Data supplied:
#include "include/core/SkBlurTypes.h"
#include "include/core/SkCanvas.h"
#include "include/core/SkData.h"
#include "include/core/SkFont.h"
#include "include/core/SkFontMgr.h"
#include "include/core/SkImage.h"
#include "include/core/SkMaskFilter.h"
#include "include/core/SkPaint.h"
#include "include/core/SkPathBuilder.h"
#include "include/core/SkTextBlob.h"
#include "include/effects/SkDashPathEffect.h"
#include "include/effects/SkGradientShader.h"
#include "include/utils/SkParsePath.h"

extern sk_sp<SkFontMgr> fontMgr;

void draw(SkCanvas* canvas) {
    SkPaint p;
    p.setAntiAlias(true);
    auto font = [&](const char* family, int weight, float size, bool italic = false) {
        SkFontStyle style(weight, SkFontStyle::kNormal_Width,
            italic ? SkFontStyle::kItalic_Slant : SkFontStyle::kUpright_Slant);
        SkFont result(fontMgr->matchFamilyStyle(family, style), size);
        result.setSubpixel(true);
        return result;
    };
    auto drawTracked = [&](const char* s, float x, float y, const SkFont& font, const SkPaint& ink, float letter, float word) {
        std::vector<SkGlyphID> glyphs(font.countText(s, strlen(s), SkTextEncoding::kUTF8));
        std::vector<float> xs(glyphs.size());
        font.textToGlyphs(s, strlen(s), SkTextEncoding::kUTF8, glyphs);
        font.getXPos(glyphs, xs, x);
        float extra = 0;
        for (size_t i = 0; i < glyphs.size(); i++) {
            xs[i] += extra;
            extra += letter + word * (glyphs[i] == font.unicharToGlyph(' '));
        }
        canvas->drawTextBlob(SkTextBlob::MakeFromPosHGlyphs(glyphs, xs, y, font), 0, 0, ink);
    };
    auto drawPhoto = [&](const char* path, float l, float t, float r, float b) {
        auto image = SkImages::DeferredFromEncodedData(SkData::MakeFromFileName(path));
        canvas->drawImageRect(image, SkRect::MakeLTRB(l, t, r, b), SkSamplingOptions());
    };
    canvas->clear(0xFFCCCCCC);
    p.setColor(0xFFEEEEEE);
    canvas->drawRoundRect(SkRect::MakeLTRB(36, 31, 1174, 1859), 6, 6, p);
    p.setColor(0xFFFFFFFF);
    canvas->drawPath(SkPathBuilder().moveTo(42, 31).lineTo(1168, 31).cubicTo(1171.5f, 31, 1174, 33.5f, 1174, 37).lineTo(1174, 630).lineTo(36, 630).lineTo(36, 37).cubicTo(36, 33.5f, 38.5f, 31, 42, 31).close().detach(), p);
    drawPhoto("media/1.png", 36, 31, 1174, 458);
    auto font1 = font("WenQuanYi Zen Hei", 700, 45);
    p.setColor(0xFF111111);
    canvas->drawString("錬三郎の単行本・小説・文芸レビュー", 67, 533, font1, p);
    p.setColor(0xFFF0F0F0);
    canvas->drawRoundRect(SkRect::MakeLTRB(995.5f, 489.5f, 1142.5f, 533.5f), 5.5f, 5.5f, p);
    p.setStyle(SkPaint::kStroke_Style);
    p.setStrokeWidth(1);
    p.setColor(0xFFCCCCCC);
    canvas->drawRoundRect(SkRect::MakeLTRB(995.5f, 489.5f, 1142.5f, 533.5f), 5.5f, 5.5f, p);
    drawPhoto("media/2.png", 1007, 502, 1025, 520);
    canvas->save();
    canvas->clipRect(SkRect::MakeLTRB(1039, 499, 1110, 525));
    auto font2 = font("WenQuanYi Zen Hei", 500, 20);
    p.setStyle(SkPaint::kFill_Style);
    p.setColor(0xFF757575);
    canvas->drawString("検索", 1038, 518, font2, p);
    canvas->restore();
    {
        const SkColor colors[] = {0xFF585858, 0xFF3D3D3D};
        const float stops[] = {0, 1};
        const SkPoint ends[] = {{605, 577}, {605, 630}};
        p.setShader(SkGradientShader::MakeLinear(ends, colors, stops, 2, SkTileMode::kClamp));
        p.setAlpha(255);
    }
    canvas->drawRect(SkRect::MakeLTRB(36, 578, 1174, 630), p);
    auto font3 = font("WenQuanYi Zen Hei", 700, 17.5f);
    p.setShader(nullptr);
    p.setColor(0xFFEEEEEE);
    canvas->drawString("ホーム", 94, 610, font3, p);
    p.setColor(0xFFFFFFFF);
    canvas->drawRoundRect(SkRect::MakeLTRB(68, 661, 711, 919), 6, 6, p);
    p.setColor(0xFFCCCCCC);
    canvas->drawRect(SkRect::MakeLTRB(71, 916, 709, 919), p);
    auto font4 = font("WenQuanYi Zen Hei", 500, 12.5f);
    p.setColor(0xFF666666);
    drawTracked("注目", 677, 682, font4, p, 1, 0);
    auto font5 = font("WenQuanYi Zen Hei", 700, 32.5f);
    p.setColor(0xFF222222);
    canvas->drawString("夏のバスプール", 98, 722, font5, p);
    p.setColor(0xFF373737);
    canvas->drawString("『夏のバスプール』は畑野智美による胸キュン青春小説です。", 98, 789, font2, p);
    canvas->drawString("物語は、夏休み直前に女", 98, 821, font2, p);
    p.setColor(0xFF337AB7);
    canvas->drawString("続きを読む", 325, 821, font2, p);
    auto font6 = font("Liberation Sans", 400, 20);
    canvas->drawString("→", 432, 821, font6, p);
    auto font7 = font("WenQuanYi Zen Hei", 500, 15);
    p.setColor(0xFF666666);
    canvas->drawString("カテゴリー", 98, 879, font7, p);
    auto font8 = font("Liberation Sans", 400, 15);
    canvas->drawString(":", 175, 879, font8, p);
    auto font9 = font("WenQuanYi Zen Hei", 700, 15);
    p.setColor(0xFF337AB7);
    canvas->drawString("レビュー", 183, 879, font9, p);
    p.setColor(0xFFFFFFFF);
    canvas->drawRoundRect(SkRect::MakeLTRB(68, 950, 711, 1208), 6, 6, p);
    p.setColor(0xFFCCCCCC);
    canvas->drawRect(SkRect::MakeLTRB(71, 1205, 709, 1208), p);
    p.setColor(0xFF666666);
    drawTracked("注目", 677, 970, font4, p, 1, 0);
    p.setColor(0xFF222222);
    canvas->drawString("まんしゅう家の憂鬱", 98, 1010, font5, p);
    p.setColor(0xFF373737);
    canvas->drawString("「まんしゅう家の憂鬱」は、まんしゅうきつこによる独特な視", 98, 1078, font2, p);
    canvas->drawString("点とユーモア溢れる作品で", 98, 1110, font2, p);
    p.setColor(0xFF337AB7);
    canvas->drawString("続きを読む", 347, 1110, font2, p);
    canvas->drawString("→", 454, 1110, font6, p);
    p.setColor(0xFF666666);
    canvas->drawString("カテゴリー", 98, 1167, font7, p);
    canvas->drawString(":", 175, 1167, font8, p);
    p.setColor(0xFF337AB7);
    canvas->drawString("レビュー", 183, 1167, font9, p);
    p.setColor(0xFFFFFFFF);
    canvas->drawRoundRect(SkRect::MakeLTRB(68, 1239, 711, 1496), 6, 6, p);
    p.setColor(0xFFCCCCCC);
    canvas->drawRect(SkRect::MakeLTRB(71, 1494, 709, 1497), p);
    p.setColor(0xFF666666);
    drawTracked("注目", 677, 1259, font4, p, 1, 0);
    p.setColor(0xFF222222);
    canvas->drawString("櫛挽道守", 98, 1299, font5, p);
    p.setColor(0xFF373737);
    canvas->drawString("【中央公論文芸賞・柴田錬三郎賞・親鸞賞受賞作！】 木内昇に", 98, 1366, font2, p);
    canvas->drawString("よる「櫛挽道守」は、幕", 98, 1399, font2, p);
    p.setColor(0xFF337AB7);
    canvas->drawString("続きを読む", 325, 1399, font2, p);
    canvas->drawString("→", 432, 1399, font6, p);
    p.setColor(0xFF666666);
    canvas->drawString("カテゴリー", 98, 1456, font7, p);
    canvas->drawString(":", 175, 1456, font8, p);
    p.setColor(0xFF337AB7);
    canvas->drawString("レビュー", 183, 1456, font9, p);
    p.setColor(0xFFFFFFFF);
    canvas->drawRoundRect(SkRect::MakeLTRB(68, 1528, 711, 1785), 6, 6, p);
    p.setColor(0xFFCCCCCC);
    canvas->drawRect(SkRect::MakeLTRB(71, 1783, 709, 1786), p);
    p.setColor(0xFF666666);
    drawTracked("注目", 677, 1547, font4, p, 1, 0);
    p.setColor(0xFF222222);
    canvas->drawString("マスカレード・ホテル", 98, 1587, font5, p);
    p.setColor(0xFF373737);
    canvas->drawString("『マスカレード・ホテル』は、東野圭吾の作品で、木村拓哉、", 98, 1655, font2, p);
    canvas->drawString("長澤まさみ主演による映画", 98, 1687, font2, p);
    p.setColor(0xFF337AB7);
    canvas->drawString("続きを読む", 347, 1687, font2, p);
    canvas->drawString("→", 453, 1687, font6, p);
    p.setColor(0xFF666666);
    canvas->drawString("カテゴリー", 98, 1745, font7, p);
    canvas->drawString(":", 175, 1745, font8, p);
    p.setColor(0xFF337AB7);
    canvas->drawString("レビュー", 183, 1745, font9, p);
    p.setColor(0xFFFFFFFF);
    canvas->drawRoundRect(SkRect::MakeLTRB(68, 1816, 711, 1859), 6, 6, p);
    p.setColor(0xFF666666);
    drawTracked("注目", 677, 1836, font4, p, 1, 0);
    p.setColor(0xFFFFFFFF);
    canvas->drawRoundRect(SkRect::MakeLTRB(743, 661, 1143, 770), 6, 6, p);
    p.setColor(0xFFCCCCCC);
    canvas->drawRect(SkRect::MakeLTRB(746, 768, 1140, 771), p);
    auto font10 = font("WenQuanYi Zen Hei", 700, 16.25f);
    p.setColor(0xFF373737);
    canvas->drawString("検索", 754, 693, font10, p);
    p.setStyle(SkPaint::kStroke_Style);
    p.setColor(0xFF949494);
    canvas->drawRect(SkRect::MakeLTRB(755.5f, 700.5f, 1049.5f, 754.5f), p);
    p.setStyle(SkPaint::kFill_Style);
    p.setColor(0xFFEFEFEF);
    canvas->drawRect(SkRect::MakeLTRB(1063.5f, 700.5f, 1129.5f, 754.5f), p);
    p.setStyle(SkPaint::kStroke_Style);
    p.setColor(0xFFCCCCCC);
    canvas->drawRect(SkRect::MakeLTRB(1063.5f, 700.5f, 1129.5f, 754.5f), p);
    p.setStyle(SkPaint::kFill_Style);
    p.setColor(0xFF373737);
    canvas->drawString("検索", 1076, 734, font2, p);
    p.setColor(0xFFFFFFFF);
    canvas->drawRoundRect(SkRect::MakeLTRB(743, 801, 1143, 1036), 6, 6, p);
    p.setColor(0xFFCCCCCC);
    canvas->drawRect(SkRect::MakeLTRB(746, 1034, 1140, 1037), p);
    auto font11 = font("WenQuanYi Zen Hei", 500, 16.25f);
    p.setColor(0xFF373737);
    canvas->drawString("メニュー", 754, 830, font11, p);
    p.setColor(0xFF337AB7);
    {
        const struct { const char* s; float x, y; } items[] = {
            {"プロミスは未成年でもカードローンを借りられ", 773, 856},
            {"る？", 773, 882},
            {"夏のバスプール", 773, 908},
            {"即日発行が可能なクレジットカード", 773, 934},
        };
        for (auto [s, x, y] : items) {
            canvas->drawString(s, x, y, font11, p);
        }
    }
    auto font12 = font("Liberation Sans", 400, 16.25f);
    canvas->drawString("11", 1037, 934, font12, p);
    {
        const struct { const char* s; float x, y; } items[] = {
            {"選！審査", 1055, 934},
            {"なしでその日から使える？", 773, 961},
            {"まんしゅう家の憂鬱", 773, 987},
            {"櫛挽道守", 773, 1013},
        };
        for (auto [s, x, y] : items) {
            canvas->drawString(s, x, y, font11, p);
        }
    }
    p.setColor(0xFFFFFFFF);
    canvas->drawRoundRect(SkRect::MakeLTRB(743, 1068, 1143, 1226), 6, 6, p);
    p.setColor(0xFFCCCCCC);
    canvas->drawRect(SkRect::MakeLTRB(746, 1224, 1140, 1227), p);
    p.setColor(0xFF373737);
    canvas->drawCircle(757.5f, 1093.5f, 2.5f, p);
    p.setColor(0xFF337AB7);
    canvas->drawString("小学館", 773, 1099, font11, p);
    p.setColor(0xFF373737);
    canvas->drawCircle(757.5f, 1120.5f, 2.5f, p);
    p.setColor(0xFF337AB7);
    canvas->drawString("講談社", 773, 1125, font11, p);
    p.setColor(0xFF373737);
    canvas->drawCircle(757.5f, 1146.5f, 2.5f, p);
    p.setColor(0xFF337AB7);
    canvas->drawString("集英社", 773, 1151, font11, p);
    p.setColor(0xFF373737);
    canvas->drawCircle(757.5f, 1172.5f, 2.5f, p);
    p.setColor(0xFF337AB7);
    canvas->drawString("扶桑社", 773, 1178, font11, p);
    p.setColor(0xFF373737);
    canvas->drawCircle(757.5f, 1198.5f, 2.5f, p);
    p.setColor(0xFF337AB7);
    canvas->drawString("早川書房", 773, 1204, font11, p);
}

Exercise prompt: Search the listing above for "SkTextBlob" and copy every line that has it.

Finished task:
#include "include/core/SkTextBlob.h"
        canvas->drawTextBlob(SkTextBlob::MakeFromPosHGlyphs(glyphs, xs, y, font), 0, 0, ink);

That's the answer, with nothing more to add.